(Stored data entries)

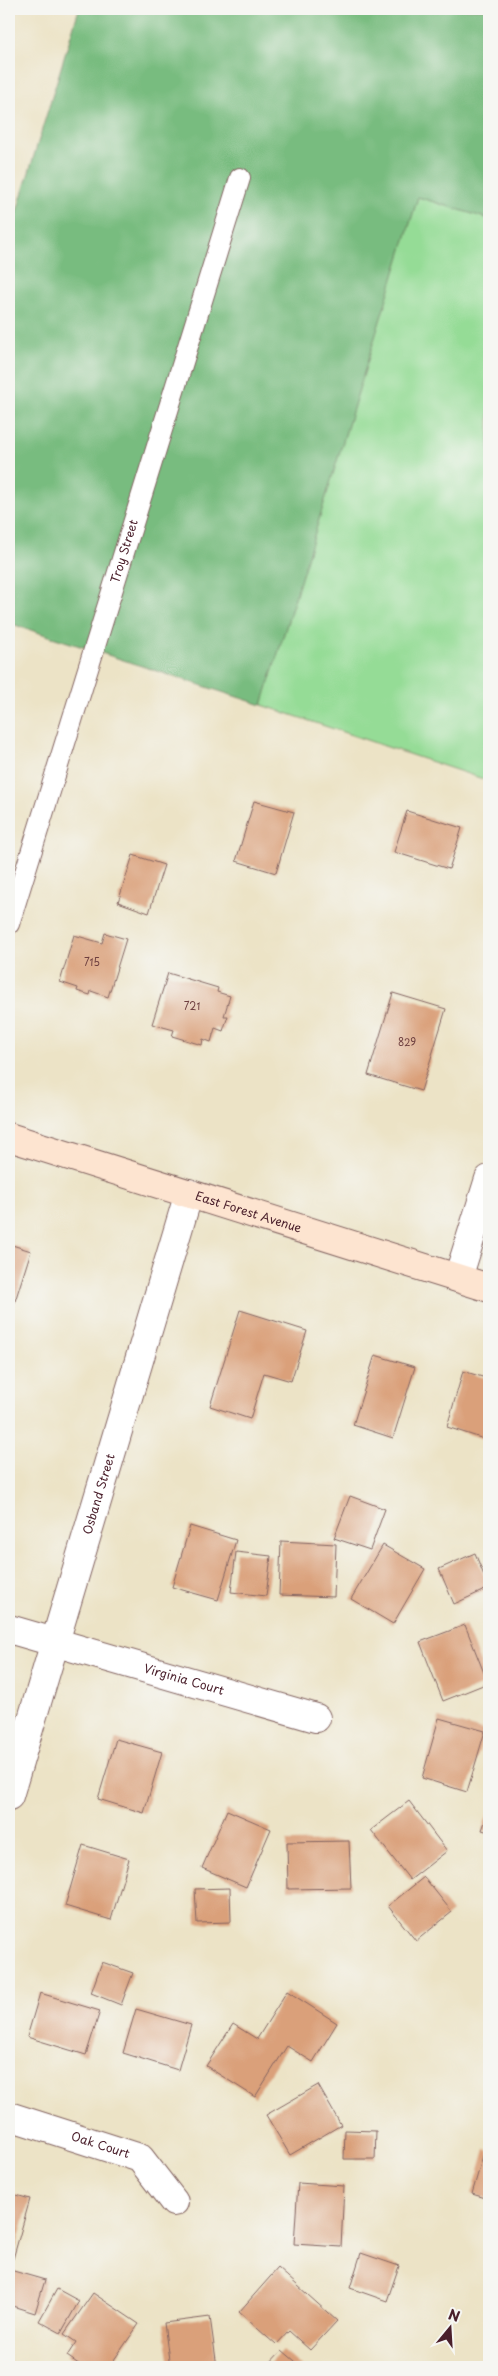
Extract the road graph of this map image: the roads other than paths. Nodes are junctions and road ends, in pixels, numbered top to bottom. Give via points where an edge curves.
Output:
1 (240, 178) dead end
2 (9, 924) edge
3 (9, 1137) edge
4 (489, 1179) edge
5 (189, 1193) junction
6 (458, 1278) junction
7 (489, 1288) edge
8 (9, 1629) edge
9 (54, 1643) junction
10 (316, 1718) dead end
11 (9, 1796) edge
12 (9, 2116) edge
13 (174, 2202) dead end

1 - 2 lane, Troy Street
3 - 5 street, East Forest Avenue
4 - 6 street
5 - 6 street, East Forest Avenue
5 - 9 street, Osband Street
6 - 7 street, East Forest Avenue
8 - 9 street, Virginia Court
9 - 10 street, Virginia Court
9 - 11 street, Osband Street
12 - 13 street, Oak Court via 140,2158

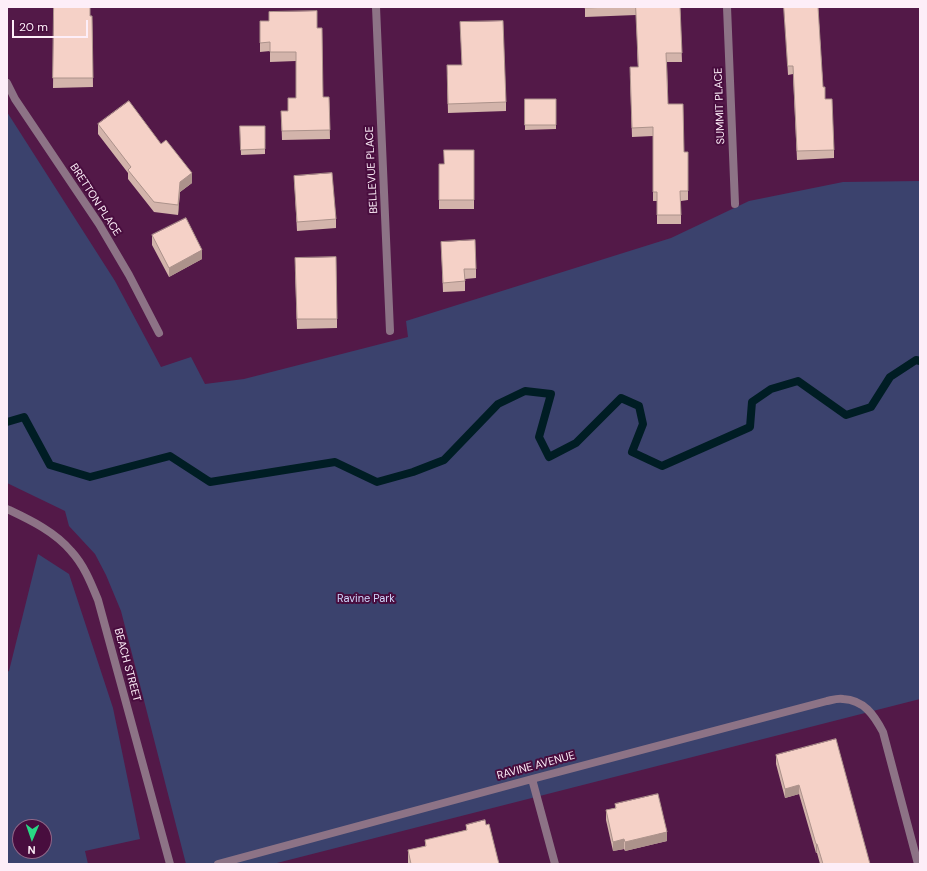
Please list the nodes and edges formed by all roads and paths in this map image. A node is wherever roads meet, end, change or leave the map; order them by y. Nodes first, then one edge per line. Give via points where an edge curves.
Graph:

[Requirement]:
If any image appears in the entries, omit it and return the rest verbatim.

[Output of the exercise]:
Extract the road graph of this map image: the roads other than paths. Nodes are junctions and road ends, in pixels, numbered top to bottom. Give via points where an edge curves.
Output:
1 (240, 178) dead end
2 (9, 924) edge
3 (9, 1137) edge
4 (489, 1179) edge
5 (189, 1193) junction
6 (458, 1278) junction
7 (489, 1288) edge
8 (9, 1629) edge
9 (54, 1643) junction
10 (316, 1718) dead end
11 (9, 1796) edge
12 (9, 2116) edge
13 (174, 2202) dead end

1 - 2 lane, Troy Street
3 - 5 street, East Forest Avenue
4 - 6 street
5 - 6 street, East Forest Avenue
5 - 9 street, Osband Street
6 - 7 street, East Forest Avenue
8 - 9 street, Virginia Court
9 - 10 street, Virginia Court
9 - 11 street, Osband Street
12 - 13 street, Oak Court via 140,2158

Please list the nodes and edges formed by all roads and paths in this map image. A node is wherever roads meet, end, change or leave the map; order them by y. Nodes first, then one edge per line. Give via points where an edge curves.
Graph:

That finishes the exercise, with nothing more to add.